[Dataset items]
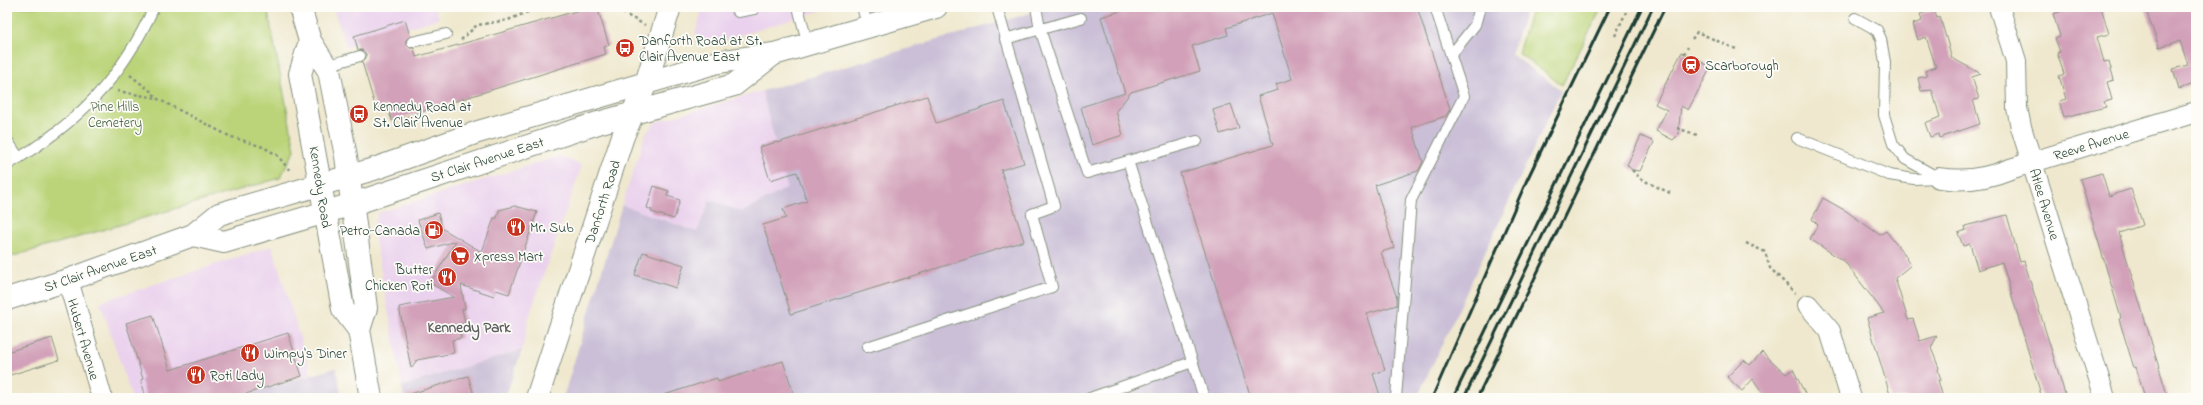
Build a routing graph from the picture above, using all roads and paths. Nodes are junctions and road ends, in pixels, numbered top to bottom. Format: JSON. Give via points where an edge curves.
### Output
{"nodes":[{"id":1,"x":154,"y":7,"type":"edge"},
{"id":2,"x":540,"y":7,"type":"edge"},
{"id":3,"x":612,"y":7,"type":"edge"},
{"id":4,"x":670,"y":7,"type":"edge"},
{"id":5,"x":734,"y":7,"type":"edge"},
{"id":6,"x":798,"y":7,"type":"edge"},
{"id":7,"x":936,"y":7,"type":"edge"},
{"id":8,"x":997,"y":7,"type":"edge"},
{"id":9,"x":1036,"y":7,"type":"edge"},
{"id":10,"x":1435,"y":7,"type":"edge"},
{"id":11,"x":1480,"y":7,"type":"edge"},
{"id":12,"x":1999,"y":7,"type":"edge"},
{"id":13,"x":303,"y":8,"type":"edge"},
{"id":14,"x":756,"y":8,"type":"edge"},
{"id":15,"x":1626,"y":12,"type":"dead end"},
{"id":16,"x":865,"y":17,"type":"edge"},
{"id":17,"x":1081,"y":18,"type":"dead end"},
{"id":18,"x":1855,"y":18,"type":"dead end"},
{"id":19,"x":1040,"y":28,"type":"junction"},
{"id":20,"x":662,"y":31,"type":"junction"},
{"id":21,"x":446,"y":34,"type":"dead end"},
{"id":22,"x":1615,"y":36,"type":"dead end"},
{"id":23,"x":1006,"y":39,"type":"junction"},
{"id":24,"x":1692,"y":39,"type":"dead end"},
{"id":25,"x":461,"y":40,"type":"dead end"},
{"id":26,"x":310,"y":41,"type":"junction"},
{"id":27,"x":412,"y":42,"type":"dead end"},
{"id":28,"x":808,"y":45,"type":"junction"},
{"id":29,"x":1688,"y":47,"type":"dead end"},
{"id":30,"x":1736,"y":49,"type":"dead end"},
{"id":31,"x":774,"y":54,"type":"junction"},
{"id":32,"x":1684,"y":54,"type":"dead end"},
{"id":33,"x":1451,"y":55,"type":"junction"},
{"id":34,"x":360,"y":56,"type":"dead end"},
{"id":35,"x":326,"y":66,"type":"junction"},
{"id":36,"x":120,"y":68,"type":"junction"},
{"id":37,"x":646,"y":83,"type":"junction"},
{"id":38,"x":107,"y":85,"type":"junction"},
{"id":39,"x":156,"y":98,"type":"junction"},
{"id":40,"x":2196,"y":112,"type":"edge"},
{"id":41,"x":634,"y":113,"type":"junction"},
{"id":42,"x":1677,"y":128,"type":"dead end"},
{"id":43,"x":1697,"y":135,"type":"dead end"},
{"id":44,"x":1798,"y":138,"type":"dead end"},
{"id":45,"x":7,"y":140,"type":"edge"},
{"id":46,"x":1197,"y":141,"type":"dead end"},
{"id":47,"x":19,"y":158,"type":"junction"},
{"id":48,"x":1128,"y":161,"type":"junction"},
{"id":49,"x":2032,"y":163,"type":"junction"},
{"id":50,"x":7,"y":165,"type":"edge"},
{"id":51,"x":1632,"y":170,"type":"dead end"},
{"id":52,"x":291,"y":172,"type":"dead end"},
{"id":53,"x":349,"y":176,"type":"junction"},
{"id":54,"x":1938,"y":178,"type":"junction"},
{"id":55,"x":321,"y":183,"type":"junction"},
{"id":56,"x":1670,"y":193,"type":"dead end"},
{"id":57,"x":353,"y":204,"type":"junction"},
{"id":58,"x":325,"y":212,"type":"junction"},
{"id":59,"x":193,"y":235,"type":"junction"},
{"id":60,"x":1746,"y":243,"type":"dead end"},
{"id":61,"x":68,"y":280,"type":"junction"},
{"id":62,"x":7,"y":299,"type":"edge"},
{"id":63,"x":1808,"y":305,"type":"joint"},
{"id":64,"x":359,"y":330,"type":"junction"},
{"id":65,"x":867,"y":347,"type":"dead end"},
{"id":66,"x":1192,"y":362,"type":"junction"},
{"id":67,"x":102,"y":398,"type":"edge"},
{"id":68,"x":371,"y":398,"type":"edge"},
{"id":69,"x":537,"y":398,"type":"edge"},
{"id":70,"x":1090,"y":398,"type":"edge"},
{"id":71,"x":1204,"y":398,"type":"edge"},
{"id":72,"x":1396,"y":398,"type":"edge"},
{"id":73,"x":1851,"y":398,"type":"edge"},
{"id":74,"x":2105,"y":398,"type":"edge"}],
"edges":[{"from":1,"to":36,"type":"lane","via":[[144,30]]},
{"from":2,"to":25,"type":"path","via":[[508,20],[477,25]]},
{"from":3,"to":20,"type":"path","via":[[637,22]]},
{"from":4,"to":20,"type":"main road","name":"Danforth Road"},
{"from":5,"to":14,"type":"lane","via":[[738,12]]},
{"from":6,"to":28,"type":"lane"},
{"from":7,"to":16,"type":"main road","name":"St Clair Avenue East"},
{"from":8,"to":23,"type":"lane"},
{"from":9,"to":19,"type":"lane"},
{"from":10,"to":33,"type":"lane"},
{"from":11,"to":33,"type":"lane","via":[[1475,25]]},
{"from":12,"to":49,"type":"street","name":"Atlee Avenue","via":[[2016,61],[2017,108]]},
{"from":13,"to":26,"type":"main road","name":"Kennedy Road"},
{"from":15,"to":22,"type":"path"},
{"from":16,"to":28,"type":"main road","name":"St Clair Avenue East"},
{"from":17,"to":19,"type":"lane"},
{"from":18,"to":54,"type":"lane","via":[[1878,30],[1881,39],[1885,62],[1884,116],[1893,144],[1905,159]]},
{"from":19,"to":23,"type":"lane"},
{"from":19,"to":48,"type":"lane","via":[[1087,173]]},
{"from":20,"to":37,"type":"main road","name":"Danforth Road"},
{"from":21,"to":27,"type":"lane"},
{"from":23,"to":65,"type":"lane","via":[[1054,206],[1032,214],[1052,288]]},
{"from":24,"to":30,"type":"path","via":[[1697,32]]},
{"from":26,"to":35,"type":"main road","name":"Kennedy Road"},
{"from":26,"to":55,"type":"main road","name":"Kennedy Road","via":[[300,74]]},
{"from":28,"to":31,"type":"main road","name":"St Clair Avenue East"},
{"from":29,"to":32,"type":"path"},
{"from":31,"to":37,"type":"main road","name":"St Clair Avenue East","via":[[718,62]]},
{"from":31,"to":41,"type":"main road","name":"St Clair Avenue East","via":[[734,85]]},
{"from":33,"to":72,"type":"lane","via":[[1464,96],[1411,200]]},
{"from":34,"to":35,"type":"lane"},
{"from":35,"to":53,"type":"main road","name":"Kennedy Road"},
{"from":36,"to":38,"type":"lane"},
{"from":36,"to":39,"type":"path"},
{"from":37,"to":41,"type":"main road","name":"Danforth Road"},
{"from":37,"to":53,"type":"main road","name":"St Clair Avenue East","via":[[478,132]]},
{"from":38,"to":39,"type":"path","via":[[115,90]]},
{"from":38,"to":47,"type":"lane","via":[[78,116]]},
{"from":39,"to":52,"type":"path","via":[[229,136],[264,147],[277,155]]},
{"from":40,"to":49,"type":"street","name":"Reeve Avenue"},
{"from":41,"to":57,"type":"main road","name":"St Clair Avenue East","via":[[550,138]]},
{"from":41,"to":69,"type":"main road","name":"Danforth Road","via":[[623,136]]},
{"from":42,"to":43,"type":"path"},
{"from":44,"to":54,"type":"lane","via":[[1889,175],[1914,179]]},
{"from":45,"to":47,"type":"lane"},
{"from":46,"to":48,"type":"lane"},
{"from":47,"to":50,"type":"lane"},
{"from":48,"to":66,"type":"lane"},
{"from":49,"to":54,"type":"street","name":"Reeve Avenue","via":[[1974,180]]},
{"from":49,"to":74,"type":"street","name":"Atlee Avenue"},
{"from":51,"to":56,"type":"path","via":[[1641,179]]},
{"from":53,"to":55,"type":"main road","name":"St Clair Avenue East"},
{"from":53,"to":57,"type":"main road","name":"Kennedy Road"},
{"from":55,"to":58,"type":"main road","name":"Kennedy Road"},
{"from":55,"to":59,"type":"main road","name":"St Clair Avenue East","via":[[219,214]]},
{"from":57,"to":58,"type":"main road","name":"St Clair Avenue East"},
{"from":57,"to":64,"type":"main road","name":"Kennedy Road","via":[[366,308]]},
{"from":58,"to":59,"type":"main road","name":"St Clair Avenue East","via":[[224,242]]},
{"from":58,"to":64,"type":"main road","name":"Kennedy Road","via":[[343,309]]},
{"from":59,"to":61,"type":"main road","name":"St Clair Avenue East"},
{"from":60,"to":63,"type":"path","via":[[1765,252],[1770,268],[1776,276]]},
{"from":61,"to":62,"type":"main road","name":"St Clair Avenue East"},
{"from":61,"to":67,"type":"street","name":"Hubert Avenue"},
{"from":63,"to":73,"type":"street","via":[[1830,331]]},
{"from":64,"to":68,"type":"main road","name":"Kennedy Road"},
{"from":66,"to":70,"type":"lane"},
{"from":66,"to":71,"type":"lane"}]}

### TASK INSTRUCTIONS:
Lines above that have "street": copy each of them.

### ANSWER TO THIS PROBLEM:
{"from":12,"to":49,"type":"street","name":"Atlee Avenue","via":[[2016,61],[2017,108]]},
{"from":40,"to":49,"type":"street","name":"Reeve Avenue"},
{"from":49,"to":54,"type":"street","name":"Reeve Avenue","via":[[1974,180]]},
{"from":49,"to":74,"type":"street","name":"Atlee Avenue"},
{"from":61,"to":67,"type":"street","name":"Hubert Avenue"},
{"from":63,"to":73,"type":"street","via":[[1830,331]]},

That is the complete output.